As horas invisíveis...

Entre Voos

 

Lenta e cuidadosamente, o sol que rompe o meu horizonte vai acordando a manhã, transfigurando o quadro de cinzentos anoitecidos num estimulante cenário de cores variadas, repleto de pormenores e vida… A estrada monótona que se recortava na luz artificial dos faróis do carro, ganha significado, revelando-se uma autoestrada com capacidade de transformar o tempo de condução num espaço de liberdade e o zumbido silencioso do motor num sussurro tranquilizador. O sistema de som “Harman Kardon” entrega sem mácula os acordes iniciais de “Catch & Release”, de Matt Simons, enriquecendo a experiência matutina com esta inspiradora e harmoniosa sonoridade...

 

A conduzir há quase duas horas, estas viagens tornam-se vagares de liberdade, portais sensoriais que me transportam para paisagens interiores de mar e memória.

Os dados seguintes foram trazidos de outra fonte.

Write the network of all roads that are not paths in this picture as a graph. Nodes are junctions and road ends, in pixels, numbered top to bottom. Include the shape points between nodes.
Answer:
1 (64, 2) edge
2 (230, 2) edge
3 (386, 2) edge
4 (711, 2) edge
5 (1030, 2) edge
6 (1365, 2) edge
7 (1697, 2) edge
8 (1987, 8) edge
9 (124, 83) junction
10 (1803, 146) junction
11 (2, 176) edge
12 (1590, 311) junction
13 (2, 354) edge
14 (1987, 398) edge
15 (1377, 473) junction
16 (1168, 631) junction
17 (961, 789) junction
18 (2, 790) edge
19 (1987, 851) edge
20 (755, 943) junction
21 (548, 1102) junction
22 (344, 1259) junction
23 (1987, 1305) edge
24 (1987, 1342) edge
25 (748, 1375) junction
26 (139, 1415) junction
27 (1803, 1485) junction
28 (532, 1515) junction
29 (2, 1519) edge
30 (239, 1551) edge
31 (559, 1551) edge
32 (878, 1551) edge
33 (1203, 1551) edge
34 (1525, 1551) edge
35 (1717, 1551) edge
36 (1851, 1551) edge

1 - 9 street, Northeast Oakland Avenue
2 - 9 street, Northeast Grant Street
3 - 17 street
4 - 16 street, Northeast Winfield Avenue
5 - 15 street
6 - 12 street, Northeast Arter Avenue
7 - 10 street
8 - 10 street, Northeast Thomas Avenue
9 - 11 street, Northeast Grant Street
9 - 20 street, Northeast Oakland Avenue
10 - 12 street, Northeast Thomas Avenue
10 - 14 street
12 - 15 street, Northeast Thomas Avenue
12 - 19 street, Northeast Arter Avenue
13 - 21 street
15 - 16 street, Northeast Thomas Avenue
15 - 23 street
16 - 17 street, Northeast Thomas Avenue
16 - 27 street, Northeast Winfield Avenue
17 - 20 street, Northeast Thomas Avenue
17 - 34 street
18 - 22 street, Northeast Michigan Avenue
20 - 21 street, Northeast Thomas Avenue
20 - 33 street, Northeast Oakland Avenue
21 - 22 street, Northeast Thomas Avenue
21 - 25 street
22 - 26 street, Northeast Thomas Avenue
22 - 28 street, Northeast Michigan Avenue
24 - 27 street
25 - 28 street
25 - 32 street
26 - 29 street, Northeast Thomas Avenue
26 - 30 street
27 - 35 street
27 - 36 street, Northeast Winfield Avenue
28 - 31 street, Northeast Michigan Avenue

Abro o teto panorâmico deixando que a brisa fresca da manhã me acorde sentidos adormecidos e me lembre do toque aveludado da tua mão na minha, a caminho do último fim de semana… Nestes momentos mágicos, nestas horas de quietude e paz, cabem vidas inteiras num piscar de olhos, toda a eternidade num arrepio de pele…

 

Este é o meu espaço... Nele, subo a bordo do barco que navega nos teus olhos, de velas enfunadas, sentindo a maresia no teu perfume, o calor do sol nos teus lábios bem delineados, e o tempo a parar nos gestos arrastados com que compões o teu longo cabelo... Nele, penso em nós sem ruídos nem filtros, cúmplices sem destino nem passado, juntos apenas porque sim, apenas porque nos apetece, apenas porque nos sentimos bem… Nele, componho diálogos imaginários para preencher a tua ausência ou, outras vezes, aproveito o silêncio apenas para usufruir da música que me envolve enquanto, sereno, vou acompanhando a melodia tamborilando com os dedos o volante de couro macio...

 

Aumento o volume do som, sorrio, e oiço-me a cantar o refrão “Everybody got their reason, Everybody got their way, We're just catching and releasing, What builds up throughout the day; And it gets into your body, And it flows right through your blood, We can tell each other secrets, And remember how to love", disfrutando do melhor que temos na vida: tempo e memória... A viagem, cada viagem, transforma-se assim numa máquina do tempo, um relógio mágico cujos ponteiros se movem, não para trás mas, partindo das boas memórias, evoluindo em espiral para novos despertares interiores, dando substância a estas horas invisíveis onde te espero…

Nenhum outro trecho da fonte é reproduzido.